[Problem statement] In the copy, include every record below exactly as it appears, but no pictures.

[Data shown]
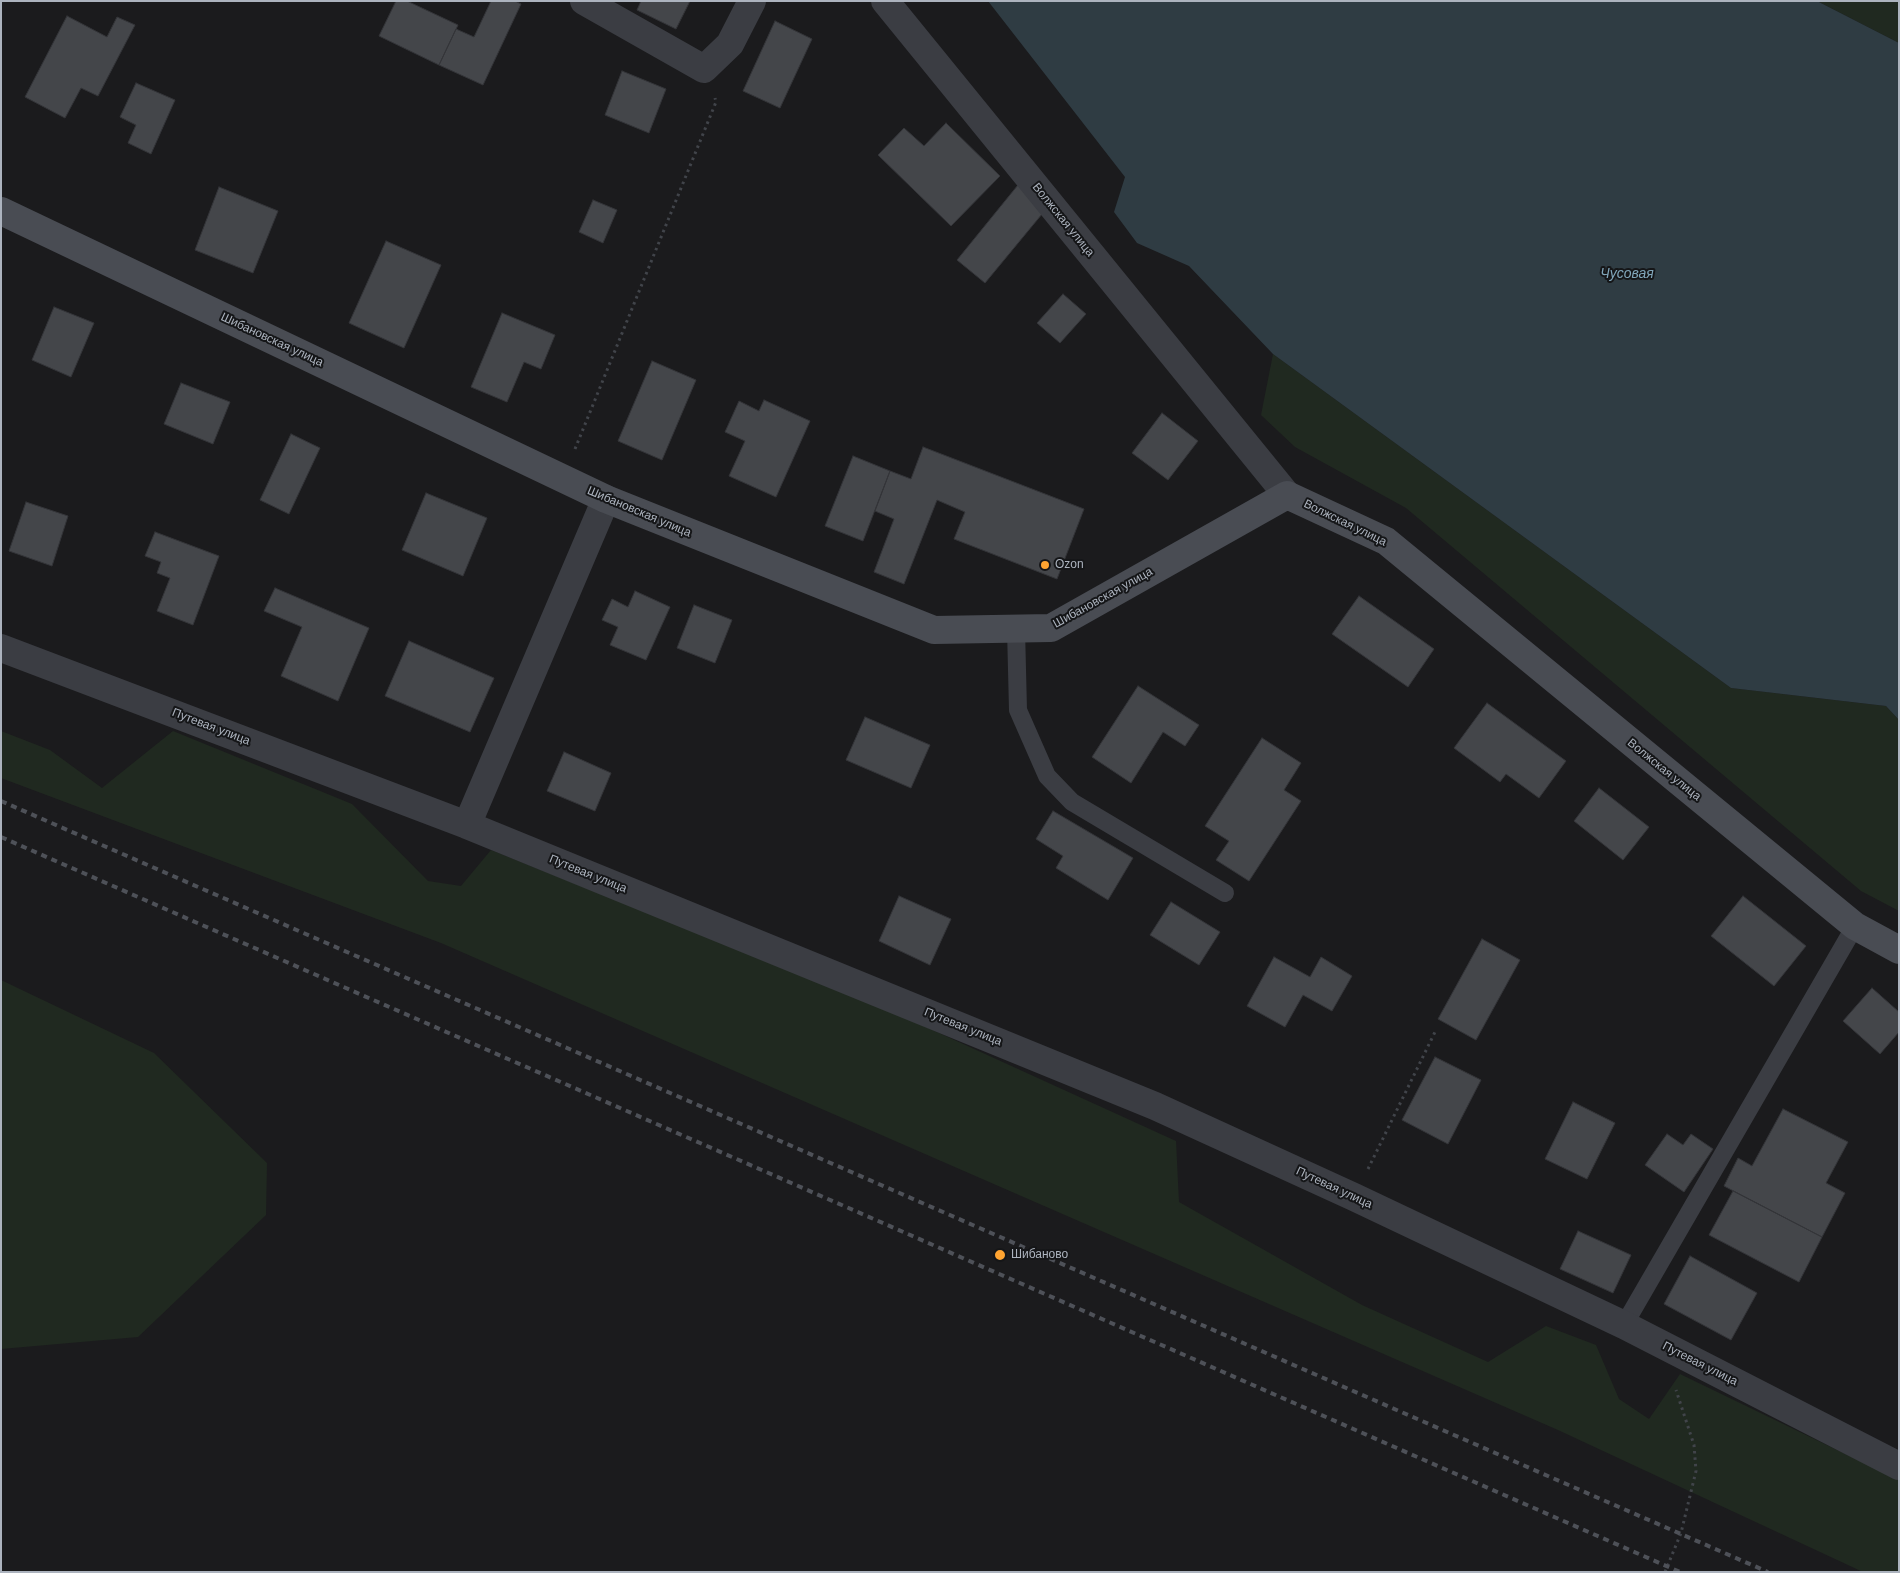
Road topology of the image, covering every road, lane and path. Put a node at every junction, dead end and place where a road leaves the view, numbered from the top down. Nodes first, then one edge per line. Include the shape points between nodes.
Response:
1 (584, 1) edge
2 (752, 1) edge
3 (885, 1) edge
4 (704, 69) junction
5 (1, 211) edge
6 (575, 450) dead end
7 (1287, 495) junction
8 (606, 499) junction
9 (1016, 629) junction
10 (1, 648) edge
11 (467, 825) junction
12 (1225, 893) dead end
13 (1855, 926) junction
14 (1899, 950) edge
15 (1436, 1030) dead end
16 (1354, 1197) junction
17 (1624, 1325) junction
18 (1667, 1347) junction
19 (1899, 1466) edge
20 (1665, 1572) edge

1 - 4 street
2 - 4 street via 730,44
3 - 7 street, Волжская улица
4 - 6 path via 716,102
5 - 8 street, Шибановская улица
7 - 9 street, Шибановская улица via 1051,628
7 - 13 street, Волжская улица via 1386,541
8 - 9 street, Шибановская улица via 934,630
8 - 11 street
9 - 12 lane via 1018,710 1047,776 1072,802
10 - 11 street, Путевая улица
11 - 16 street, Путевая улица via 1155,1106
13 - 14 street, Волжская улица
13 - 17 lane
15 - 16 path
16 - 17 street, Путевая улица
17 - 18 street, Путевая улица
18 - 19 street, Путевая улица
18 - 20 path via 1668,1372 1694,1446 1696,1471 1680,1533

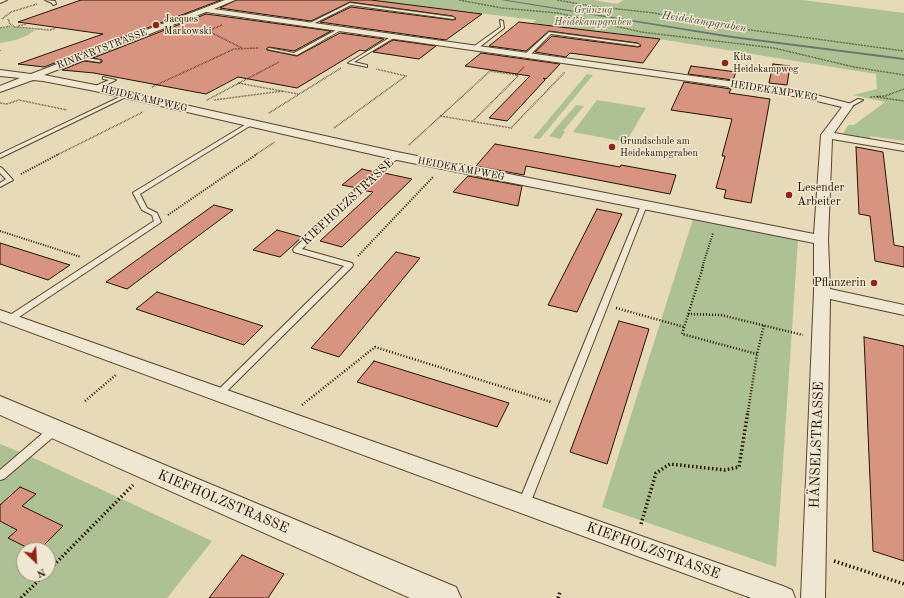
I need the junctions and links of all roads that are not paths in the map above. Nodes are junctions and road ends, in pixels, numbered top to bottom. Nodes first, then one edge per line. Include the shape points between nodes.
1 (3, 0) edge
2 (230, 0) edge
3 (0, 1) edge
4 (205, 10) junction
5 (453, 18) dead end
6 (501, 21) dead end
7 (310, 24) junction
8 (340, 29) junction
9 (395, 36) junction
10 (638, 45) dead end
11 (475, 48) junction
12 (269, 50) road end
13 (527, 55) junction
14 (81, 58) junction
15 (99, 61) dead end
16 (365, 66) road end
17 (0, 73) edge
18 (31, 77) junction
19 (105, 78) dead end
20 (95, 88) junction
21 (0, 89) edge
22 (128, 95) junction
23 (860, 100) road end
24 (848, 106) junction
25 (250, 124) junction
26 (827, 135) junction
27 (904, 148) edge
28 (0, 156) edge
29 (397, 156) junction
30 (0, 169) edge
31 (0, 185) edge
32 (644, 205) junction
33 (821, 240) junction
34 (822, 292) junction
35 (904, 310) edge
36 (5, 317) edge
37 (219, 394) junction
38 (0, 405) edge
39 (55, 429) junction
40 (0, 476) edge
41 (524, 504) junction
42 (445, 598) edge
43 (783, 598) edge
44 (813, 598) edge

1 - 3 street
2 - 4 street
4 - 7 street, HEIDEKAMPWEG
4 - 14 street, RINKARTSTRASSE
5 - 7 lane via 350,4
6 - 11 lane via 503,27
7 - 8 street, HEIDEKAMPWEG
8 - 9 street, HEIDEKAMPWEG
8 - 12 lane via 295,54
9 - 11 street, HEIDEKAMPWEG
9 - 16 lane via 350,63
10 - 13 lane via 550,33
11 - 13 street, HEIDEKAMPWEG
13 - 24 street, HEIDEKAMPWEG via 800,94
14 - 15 lane
14 - 18 street, RINKARTSTRASSE
17 - 18 street, HEIDEKAMPWEG
18 - 20 street, HEIDEKAMPWEG
18 - 21 street, RINKARTSTRASSE
19 - 20 lane via 114,80
20 - 22 street, HEIDEKAMPWEG
22 - 25 street, HEIDEKAMPWEG
22 - 28 lane
23 - 24 lane
24 - 26 street
25 - 29 street, HEIDEKAMPWEG
25 - 36 lane, KIEFHOLZSTRASSE via 136,193 144,208 155,214 158,222
26 - 27 street
26 - 33 street, HÄNSELSTRASSE
29 - 32 street, HEIDEKAMPWEG
29 - 37 lane, KIEFHOLZSTRASSE via 297,250 349,265
30 - 31 lane via 10,180
32 - 33 street, HEIDEKAMPWEG
32 - 41 lane
33 - 34 street, HÄNSELSTRASSE
34 - 35 street
34 - 44 street, HÄNSELSTRASSE
36 - 37 street, KIEFHOLZSTRASSE
37 - 41 street, KIEFHOLZSTRASSE
38 - 39 street, KIEFHOLZSTRASSE
39 - 40 lane
39 - 42 street, KIEFHOLZSTRASSE
41 - 43 street, KIEFHOLZSTRASSE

[Exercise response]
Road topology of the image, covering every road, lane and path. Put a node at every junction, dead end and place where a road leaves the view, numbered from the top down. Nodes first, then one edge per line. Include the shape points between nodes.
Response:
1 (584, 1) edge
2 (752, 1) edge
3 (885, 1) edge
4 (704, 69) junction
5 (1, 211) edge
6 (575, 450) dead end
7 (1287, 495) junction
8 (606, 499) junction
9 (1016, 629) junction
10 (1, 648) edge
11 (467, 825) junction
12 (1225, 893) dead end
13 (1855, 926) junction
14 (1899, 950) edge
15 (1436, 1030) dead end
16 (1354, 1197) junction
17 (1624, 1325) junction
18 (1667, 1347) junction
19 (1899, 1466) edge
20 (1665, 1572) edge

1 - 4 street
2 - 4 street via 730,44
3 - 7 street, Волжская улица
4 - 6 path via 716,102
5 - 8 street, Шибановская улица
7 - 9 street, Шибановская улица via 1051,628
7 - 13 street, Волжская улица via 1386,541
8 - 9 street, Шибановская улица via 934,630
8 - 11 street
9 - 12 lane via 1018,710 1047,776 1072,802
10 - 11 street, Путевая улица
11 - 16 street, Путевая улица via 1155,1106
13 - 14 street, Волжская улица
13 - 17 lane
15 - 16 path
16 - 17 street, Путевая улица
17 - 18 street, Путевая улица
18 - 19 street, Путевая улица
18 - 20 path via 1668,1372 1694,1446 1696,1471 1680,1533

I need the junctions and links of all roads that are not paths in the map above. Nodes are junctions and road ends, in pixels, numbered top to bottom. Nodes first, then one edge per line. Include the shape points between nodes.
1 (3, 0) edge
2 (230, 0) edge
3 (0, 1) edge
4 (205, 10) junction
5 (453, 18) dead end
6 (501, 21) dead end
7 (310, 24) junction
8 (340, 29) junction
9 (395, 36) junction
10 (638, 45) dead end
11 (475, 48) junction
12 (269, 50) road end
13 (527, 55) junction
14 (81, 58) junction
15 (99, 61) dead end
16 (365, 66) road end
17 (0, 73) edge
18 (31, 77) junction
19 (105, 78) dead end
20 (95, 88) junction
21 (0, 89) edge
22 (128, 95) junction
23 (860, 100) road end
24 (848, 106) junction
25 (250, 124) junction
26 (827, 135) junction
27 (904, 148) edge
28 (0, 156) edge
29 (397, 156) junction
30 (0, 169) edge
31 (0, 185) edge
32 (644, 205) junction
33 (821, 240) junction
34 (822, 292) junction
35 (904, 310) edge
36 (5, 317) edge
37 (219, 394) junction
38 (0, 405) edge
39 (55, 429) junction
40 (0, 476) edge
41 (524, 504) junction
42 (445, 598) edge
43 (783, 598) edge
44 (813, 598) edge

1 - 3 street
2 - 4 street
4 - 7 street, HEIDEKAMPWEG
4 - 14 street, RINKARTSTRASSE
5 - 7 lane via 350,4
6 - 11 lane via 503,27
7 - 8 street, HEIDEKAMPWEG
8 - 9 street, HEIDEKAMPWEG
8 - 12 lane via 295,54
9 - 11 street, HEIDEKAMPWEG
9 - 16 lane via 350,63
10 - 13 lane via 550,33
11 - 13 street, HEIDEKAMPWEG
13 - 24 street, HEIDEKAMPWEG via 800,94
14 - 15 lane
14 - 18 street, RINKARTSTRASSE
17 - 18 street, HEIDEKAMPWEG
18 - 20 street, HEIDEKAMPWEG
18 - 21 street, RINKARTSTRASSE
19 - 20 lane via 114,80
20 - 22 street, HEIDEKAMPWEG
22 - 25 street, HEIDEKAMPWEG
22 - 28 lane
23 - 24 lane
24 - 26 street
25 - 29 street, HEIDEKAMPWEG
25 - 36 lane, KIEFHOLZSTRASSE via 136,193 144,208 155,214 158,222
26 - 27 street
26 - 33 street, HÄNSELSTRASSE
29 - 32 street, HEIDEKAMPWEG
29 - 37 lane, KIEFHOLZSTRASSE via 297,250 349,265
30 - 31 lane via 10,180
32 - 33 street, HEIDEKAMPWEG
32 - 41 lane
33 - 34 street, HÄNSELSTRASSE
34 - 35 street
34 - 44 street, HÄNSELSTRASSE
36 - 37 street, KIEFHOLZSTRASSE
37 - 41 street, KIEFHOLZSTRASSE
38 - 39 street, KIEFHOLZSTRASSE
39 - 40 lane
39 - 42 street, KIEFHOLZSTRASSE
41 - 43 street, KIEFHOLZSTRASSE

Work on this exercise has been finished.